> [RECORD EXCERPTS]
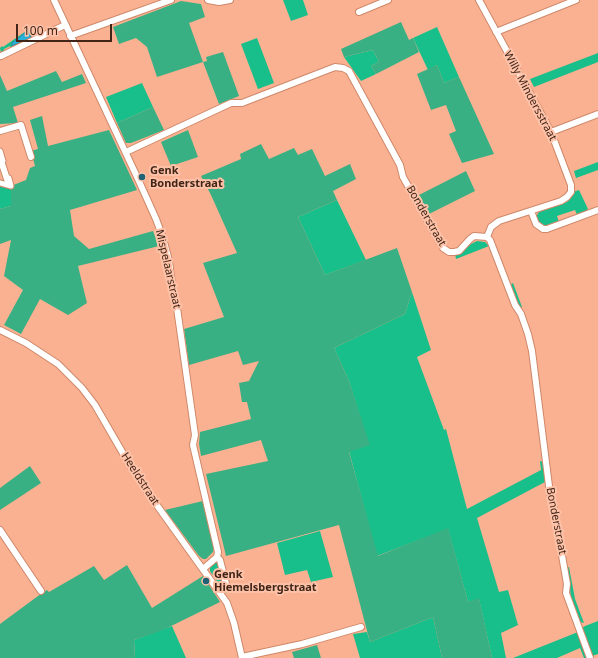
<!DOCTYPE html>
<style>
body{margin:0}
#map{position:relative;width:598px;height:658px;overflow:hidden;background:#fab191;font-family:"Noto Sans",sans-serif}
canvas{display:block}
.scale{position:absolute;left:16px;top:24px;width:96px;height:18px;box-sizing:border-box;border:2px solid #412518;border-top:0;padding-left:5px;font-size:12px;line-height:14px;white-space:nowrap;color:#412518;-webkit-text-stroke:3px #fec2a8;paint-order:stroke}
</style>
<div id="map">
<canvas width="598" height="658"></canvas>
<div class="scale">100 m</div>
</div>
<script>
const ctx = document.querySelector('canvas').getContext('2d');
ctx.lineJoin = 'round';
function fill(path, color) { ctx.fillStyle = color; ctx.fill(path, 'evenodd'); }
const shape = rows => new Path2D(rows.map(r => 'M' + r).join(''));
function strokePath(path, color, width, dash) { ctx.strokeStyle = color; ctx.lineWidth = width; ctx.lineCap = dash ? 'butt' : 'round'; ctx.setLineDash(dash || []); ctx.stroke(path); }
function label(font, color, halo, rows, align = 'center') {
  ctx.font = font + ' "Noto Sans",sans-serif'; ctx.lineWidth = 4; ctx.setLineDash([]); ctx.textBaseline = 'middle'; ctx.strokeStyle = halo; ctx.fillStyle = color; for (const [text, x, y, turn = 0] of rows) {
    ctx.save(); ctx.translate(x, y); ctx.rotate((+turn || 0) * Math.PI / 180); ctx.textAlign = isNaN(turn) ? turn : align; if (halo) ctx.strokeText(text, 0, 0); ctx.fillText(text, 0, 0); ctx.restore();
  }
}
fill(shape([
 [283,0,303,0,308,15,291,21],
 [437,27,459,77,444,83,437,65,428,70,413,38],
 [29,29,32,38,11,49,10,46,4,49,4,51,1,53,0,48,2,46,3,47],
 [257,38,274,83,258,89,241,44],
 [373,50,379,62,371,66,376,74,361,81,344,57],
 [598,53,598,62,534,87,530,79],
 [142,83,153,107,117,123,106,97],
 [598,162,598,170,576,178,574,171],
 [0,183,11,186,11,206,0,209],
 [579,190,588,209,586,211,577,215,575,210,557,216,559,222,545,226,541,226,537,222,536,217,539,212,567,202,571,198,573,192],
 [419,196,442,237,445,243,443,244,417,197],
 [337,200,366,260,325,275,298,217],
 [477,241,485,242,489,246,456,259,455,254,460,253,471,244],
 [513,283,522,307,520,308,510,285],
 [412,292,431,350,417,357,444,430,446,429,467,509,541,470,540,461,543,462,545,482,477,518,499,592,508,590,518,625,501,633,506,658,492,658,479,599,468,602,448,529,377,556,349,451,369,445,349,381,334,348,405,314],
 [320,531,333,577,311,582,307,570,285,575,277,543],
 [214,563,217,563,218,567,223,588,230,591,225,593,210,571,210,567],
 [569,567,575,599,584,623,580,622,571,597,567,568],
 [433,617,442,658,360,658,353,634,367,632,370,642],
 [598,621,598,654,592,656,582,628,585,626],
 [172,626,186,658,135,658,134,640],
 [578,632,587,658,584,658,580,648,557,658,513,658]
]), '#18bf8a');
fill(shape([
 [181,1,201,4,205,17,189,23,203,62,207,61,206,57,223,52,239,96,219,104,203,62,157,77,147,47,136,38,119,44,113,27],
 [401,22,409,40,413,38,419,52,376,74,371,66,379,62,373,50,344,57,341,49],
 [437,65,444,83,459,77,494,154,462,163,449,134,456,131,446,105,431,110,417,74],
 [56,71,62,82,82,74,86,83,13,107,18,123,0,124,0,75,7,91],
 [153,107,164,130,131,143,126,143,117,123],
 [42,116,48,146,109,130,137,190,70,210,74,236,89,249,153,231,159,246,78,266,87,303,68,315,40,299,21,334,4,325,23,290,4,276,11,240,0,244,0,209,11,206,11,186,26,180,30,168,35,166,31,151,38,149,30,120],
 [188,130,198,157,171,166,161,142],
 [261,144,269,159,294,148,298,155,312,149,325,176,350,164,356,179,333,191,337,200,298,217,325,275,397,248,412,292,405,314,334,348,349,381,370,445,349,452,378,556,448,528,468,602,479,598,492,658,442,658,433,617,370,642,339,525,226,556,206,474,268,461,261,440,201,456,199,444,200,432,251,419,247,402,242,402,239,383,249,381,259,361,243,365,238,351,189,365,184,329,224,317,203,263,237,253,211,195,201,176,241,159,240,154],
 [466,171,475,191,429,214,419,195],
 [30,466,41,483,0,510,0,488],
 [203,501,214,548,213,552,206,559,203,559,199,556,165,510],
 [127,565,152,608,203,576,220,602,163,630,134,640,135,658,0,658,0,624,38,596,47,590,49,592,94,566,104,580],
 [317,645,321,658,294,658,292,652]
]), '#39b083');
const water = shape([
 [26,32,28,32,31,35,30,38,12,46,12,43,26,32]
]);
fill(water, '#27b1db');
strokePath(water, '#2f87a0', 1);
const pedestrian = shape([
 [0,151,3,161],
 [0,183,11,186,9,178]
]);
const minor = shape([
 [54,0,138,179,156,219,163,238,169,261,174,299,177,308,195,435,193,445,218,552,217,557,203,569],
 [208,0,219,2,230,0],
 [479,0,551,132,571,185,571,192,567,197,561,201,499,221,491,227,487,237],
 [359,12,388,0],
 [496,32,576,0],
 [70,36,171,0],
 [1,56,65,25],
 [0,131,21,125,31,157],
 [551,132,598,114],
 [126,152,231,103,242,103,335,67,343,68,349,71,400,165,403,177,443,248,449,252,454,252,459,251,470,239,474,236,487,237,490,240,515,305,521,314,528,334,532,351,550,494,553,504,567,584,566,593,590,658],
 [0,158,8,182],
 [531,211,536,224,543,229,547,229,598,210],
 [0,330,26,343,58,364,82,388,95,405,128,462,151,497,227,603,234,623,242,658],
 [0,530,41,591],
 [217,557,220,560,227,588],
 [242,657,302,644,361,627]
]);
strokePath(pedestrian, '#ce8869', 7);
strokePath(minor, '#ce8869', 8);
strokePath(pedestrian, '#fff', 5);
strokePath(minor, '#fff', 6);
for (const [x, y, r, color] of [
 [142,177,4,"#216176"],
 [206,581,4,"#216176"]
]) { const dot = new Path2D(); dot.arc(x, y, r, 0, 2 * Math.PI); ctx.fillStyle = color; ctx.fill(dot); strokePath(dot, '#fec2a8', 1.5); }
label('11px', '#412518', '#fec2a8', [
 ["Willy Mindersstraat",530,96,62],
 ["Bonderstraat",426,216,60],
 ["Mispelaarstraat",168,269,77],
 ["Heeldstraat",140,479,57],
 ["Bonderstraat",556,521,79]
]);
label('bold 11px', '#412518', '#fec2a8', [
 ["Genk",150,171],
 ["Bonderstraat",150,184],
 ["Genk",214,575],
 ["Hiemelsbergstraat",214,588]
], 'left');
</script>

---

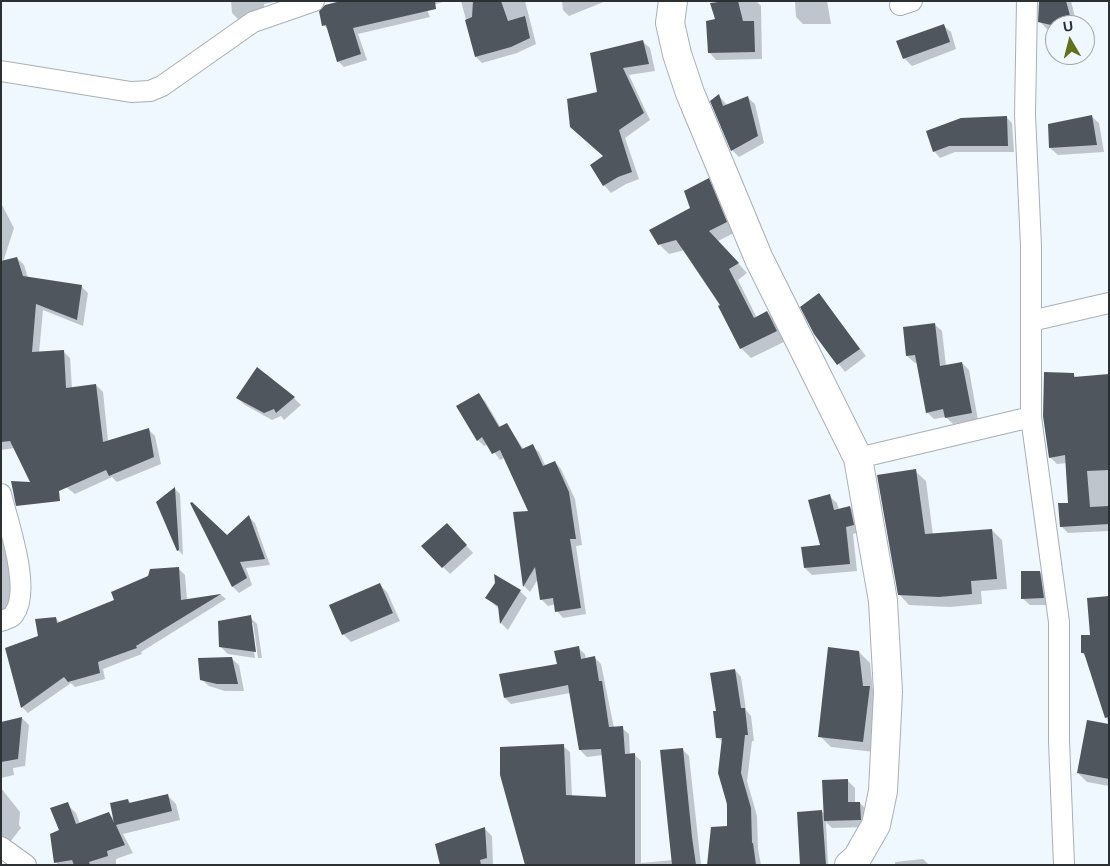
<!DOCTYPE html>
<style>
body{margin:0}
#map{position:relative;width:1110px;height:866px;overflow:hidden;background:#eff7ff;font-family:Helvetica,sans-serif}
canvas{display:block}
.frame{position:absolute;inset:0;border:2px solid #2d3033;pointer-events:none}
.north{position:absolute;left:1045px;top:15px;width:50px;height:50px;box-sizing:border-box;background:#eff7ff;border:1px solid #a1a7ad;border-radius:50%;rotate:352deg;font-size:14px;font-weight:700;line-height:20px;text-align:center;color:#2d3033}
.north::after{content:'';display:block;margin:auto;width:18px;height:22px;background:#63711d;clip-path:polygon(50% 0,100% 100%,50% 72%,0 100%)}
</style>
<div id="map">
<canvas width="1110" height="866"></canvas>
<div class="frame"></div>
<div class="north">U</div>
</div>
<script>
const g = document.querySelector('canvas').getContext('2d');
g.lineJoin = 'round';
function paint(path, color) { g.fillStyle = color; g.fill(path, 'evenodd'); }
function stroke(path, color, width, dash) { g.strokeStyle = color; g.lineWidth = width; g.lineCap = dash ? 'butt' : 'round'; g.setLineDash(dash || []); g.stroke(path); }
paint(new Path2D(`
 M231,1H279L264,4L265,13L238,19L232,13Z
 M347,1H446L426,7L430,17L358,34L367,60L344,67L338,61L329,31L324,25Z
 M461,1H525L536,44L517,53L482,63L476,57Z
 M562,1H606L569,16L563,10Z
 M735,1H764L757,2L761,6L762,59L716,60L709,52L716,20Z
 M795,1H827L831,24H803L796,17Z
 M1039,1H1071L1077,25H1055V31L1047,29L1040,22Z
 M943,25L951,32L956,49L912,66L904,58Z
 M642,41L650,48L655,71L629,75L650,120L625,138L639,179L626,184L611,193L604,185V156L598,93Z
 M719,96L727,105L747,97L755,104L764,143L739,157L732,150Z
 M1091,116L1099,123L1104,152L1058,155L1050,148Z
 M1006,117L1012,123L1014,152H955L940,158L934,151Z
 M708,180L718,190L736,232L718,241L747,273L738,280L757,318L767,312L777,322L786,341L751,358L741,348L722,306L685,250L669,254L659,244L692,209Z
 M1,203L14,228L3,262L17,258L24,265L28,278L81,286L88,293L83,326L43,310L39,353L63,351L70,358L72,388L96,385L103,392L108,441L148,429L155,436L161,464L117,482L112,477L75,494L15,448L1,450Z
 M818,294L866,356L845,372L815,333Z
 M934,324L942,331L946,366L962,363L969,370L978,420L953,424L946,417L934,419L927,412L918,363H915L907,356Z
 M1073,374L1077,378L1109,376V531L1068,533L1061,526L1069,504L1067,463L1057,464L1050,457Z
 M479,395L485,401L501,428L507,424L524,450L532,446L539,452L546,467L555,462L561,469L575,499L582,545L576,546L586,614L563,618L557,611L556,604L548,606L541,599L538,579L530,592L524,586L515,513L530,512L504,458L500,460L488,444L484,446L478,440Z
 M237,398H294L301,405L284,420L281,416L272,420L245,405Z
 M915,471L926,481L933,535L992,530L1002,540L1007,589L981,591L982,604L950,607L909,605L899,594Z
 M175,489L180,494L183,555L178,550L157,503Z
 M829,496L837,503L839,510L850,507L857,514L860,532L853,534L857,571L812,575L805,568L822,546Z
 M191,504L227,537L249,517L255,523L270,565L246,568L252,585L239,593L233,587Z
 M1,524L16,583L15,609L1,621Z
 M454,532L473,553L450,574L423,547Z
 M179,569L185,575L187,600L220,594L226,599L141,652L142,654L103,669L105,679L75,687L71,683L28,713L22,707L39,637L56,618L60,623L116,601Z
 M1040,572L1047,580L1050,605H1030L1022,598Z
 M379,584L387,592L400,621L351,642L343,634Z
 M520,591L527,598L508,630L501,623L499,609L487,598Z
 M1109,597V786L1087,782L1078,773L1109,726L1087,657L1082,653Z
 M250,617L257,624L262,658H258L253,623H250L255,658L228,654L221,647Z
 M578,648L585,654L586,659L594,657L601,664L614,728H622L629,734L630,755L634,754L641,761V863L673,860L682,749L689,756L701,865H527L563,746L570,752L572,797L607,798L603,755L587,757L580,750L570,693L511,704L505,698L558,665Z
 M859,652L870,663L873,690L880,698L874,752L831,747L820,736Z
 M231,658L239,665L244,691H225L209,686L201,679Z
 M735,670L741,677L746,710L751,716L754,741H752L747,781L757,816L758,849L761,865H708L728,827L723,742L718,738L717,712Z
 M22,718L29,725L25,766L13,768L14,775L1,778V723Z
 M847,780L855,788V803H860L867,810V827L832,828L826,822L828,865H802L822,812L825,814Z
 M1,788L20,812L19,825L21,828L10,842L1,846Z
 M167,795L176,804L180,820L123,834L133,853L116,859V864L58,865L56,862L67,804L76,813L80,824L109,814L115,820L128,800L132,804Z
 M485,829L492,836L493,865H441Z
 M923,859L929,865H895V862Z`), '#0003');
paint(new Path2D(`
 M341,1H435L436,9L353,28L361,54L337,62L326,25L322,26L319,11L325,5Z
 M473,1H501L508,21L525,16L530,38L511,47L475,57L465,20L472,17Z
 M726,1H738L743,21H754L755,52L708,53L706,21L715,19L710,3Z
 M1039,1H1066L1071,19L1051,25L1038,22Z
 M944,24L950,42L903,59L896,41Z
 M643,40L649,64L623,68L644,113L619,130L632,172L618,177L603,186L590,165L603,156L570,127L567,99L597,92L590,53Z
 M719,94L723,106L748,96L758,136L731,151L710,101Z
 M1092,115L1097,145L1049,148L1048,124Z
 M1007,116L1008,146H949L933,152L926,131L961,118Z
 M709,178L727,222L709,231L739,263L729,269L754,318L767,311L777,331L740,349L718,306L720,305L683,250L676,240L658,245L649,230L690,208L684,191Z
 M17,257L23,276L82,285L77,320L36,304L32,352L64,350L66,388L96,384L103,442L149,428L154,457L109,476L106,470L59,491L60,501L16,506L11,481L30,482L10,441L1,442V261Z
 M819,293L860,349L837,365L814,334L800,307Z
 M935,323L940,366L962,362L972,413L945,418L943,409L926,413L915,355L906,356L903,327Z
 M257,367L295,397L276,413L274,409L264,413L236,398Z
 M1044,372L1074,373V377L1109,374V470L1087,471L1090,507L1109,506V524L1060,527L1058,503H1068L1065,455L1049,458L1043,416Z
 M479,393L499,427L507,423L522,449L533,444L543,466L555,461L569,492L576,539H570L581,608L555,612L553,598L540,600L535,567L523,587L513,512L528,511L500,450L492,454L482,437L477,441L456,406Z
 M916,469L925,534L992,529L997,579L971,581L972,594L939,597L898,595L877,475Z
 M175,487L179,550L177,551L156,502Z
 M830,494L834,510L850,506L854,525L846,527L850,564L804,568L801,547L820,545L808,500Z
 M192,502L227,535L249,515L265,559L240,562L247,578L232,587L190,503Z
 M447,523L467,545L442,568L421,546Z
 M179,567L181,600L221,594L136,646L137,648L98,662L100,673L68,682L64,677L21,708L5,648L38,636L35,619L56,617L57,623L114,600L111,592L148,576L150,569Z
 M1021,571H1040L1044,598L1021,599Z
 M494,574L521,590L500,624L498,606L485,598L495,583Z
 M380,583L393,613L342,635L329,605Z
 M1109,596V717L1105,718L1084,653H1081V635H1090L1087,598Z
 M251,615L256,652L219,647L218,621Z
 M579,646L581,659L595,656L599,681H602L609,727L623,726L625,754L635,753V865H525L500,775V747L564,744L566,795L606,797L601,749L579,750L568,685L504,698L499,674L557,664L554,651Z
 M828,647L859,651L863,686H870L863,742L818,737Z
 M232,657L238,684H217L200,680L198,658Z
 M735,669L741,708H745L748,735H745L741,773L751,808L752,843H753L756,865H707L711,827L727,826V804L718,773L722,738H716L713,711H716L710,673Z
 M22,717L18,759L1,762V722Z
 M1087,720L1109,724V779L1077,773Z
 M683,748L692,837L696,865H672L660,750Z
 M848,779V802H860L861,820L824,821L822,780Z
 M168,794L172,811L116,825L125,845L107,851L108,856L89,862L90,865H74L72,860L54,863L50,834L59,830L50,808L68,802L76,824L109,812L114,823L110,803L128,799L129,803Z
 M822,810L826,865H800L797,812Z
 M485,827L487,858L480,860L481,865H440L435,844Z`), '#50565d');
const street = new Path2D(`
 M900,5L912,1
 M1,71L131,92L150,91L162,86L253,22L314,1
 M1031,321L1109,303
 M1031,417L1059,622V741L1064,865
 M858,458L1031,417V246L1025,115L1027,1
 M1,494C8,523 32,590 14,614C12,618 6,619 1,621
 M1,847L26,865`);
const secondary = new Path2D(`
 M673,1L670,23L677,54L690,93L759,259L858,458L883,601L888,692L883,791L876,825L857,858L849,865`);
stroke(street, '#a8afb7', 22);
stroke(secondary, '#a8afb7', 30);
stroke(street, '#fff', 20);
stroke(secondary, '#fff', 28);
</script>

> [EXERCISE]
Give the count of lines in the listing that hold the word "querySelector", with no other text.

> [RESPONSE AREA]
2